> DIRECTIONS
The entries follow. Copy every line in which "NORTH" appears.

•••

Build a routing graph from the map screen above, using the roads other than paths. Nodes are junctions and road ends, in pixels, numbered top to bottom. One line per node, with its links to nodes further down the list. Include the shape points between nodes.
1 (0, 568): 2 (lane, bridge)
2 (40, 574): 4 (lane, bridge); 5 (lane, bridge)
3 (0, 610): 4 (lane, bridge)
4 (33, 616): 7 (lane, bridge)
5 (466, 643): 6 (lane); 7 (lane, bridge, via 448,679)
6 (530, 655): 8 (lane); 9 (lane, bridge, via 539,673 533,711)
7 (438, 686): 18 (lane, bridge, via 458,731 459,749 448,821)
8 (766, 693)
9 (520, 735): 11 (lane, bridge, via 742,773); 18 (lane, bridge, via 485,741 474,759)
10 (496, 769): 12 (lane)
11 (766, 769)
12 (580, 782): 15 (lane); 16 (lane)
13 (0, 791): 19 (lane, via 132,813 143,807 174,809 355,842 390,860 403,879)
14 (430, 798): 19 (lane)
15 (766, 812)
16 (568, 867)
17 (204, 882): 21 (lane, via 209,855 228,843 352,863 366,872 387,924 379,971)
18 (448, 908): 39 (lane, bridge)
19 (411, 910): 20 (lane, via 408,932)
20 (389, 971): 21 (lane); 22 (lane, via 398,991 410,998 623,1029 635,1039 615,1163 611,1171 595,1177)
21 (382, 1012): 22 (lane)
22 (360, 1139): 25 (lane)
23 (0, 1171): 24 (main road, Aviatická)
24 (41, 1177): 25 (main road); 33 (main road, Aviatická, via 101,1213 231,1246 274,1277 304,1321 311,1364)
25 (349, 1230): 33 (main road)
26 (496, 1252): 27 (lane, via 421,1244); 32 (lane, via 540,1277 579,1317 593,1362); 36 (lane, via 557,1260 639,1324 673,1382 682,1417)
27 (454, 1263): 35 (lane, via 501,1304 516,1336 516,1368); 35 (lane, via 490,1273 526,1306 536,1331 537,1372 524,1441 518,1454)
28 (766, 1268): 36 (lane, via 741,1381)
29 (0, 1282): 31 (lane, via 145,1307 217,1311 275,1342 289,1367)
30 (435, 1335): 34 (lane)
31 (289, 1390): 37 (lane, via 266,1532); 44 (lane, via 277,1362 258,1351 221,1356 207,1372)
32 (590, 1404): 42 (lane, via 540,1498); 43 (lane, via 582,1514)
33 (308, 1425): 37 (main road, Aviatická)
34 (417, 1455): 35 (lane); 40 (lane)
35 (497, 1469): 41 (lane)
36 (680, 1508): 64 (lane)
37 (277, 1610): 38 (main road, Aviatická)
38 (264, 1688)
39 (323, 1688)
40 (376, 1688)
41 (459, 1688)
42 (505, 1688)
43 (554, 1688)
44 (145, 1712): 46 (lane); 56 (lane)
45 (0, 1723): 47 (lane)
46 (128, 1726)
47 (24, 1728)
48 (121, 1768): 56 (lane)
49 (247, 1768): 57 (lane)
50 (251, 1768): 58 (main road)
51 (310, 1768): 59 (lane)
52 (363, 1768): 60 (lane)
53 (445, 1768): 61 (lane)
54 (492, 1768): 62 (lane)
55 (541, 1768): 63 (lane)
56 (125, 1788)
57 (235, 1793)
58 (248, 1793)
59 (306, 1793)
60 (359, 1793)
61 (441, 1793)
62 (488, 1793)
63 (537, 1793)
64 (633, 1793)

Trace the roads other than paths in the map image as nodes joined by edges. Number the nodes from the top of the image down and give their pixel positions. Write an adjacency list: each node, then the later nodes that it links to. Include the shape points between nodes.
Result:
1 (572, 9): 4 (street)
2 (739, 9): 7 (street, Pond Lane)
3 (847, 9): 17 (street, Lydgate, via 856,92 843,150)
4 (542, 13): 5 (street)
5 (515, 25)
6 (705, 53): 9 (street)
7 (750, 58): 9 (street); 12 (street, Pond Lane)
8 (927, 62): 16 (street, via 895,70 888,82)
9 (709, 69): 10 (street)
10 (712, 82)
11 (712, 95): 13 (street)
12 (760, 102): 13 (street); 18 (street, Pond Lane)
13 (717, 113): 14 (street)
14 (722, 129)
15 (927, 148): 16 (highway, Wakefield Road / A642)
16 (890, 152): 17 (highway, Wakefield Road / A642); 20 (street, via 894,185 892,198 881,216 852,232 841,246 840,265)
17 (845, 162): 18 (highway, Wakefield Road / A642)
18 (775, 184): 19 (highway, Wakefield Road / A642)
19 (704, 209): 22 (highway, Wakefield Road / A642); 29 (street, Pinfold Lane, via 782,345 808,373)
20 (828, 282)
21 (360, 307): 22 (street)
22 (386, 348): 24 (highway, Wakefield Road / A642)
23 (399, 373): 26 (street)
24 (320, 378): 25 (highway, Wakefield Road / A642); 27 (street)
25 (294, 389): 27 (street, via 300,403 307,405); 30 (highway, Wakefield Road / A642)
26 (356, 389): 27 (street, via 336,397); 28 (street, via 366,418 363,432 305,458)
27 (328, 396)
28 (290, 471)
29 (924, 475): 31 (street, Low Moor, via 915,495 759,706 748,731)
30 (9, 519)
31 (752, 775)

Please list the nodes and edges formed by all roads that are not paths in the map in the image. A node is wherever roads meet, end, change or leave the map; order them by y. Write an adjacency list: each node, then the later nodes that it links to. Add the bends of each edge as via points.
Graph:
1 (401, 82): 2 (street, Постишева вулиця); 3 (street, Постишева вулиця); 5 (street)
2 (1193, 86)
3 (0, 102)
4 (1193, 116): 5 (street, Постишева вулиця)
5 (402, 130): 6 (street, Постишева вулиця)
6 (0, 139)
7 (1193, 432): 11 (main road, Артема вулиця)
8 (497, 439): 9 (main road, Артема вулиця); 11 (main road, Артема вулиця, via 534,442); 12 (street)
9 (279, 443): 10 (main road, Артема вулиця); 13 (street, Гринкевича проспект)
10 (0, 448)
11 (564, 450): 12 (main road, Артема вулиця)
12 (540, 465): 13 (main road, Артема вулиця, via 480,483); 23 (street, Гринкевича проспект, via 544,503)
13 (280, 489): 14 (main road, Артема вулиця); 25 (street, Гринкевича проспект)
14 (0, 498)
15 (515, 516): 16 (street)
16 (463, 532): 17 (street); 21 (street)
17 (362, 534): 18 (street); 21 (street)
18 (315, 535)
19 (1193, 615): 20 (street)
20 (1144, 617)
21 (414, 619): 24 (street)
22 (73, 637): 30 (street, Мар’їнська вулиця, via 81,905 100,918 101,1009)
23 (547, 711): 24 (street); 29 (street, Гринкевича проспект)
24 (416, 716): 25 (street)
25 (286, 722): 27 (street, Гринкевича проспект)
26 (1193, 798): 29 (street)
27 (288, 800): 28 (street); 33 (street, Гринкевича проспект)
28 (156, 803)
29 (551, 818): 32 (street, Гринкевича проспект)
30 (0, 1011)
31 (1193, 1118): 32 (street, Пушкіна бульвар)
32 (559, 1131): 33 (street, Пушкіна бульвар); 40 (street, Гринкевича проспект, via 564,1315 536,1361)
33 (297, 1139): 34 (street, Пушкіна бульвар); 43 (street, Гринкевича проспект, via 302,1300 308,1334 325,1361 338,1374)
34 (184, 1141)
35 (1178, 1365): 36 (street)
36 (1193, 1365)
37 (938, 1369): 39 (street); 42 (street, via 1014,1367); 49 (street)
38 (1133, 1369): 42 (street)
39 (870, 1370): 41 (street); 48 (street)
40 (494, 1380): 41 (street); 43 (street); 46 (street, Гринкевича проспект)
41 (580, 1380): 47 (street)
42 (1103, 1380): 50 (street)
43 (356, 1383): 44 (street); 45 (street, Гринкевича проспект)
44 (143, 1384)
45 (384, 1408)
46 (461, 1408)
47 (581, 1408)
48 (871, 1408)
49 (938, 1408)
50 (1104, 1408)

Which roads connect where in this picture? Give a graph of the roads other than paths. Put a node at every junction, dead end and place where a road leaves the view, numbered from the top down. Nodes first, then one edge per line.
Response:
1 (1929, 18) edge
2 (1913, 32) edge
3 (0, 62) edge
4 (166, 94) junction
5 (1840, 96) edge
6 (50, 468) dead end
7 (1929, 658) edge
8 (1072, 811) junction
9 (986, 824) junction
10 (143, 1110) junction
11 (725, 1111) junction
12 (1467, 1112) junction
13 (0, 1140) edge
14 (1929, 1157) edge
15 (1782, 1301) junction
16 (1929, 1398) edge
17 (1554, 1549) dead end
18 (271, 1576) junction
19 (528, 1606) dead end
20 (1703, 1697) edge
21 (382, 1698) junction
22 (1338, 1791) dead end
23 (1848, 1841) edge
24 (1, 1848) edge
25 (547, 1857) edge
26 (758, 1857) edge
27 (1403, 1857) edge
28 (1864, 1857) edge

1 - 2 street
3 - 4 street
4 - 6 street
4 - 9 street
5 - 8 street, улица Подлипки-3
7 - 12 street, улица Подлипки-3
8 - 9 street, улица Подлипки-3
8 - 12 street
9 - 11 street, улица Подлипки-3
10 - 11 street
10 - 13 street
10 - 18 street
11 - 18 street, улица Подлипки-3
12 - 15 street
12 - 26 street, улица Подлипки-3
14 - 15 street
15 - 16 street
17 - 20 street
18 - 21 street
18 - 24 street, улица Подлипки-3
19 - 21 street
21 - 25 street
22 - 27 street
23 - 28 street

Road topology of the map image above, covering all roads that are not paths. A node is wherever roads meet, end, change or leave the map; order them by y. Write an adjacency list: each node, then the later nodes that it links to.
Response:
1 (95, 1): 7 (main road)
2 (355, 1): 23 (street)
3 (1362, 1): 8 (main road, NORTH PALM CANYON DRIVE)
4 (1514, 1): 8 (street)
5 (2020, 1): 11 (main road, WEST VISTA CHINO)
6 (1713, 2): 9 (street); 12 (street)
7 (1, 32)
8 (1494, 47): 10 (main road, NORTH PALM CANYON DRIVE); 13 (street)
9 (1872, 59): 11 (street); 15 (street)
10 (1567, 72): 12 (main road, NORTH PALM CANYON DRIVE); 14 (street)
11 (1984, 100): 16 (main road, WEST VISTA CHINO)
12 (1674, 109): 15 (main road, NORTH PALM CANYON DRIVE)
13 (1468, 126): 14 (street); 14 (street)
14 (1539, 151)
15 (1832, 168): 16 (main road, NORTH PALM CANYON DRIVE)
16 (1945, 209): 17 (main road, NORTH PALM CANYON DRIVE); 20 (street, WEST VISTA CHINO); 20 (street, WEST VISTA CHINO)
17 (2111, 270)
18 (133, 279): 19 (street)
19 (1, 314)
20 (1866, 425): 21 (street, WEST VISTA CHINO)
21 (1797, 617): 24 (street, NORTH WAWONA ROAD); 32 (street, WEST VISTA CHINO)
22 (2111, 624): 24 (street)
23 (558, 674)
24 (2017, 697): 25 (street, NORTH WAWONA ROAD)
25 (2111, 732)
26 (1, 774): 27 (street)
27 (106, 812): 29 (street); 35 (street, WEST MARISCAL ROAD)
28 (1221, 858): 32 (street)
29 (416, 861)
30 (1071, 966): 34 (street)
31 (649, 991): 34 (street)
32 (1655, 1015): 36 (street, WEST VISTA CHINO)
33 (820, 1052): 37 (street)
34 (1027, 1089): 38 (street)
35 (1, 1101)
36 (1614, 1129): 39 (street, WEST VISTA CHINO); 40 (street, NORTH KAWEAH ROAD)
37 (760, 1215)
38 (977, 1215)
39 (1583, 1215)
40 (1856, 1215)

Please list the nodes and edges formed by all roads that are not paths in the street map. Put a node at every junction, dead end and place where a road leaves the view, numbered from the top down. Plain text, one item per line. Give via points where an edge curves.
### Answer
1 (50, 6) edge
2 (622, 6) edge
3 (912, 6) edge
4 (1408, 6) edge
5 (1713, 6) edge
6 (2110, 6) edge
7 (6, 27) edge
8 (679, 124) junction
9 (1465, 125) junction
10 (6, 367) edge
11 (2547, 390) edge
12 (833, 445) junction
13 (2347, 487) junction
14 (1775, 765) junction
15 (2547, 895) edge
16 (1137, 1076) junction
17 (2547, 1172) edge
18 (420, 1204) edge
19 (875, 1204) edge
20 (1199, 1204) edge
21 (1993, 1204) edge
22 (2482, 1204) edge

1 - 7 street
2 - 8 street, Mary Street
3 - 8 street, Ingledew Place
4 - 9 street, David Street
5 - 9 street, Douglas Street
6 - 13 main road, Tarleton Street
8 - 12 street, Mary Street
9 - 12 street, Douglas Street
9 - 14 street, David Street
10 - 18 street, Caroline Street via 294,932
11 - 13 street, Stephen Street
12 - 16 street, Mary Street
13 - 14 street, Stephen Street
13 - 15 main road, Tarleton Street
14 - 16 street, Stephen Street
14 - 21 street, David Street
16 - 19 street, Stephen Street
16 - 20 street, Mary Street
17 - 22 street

•••

> SOLUTION TO THIS PROBLEM
3 (1362, 1): 8 (main road, NORTH PALM CANYON DRIVE)
8 (1494, 47): 10 (main road, NORTH PALM CANYON DRIVE); 13 (street)
10 (1567, 72): 12 (main road, NORTH PALM CANYON DRIVE); 14 (street)
12 (1674, 109): 15 (main road, NORTH PALM CANYON DRIVE)
15 (1832, 168): 16 (main road, NORTH PALM CANYON DRIVE)
16 (1945, 209): 17 (main road, NORTH PALM CANYON DRIVE); 20 (street, WEST VISTA CHINO); 20 (street, WEST VISTA CHINO)
21 (1797, 617): 24 (street, NORTH WAWONA ROAD); 32 (street, WEST VISTA CHINO)
24 (2017, 697): 25 (street, NORTH WAWONA ROAD)
36 (1614, 1129): 39 (street, WEST VISTA CHINO); 40 (street, NORTH KAWEAH ROAD)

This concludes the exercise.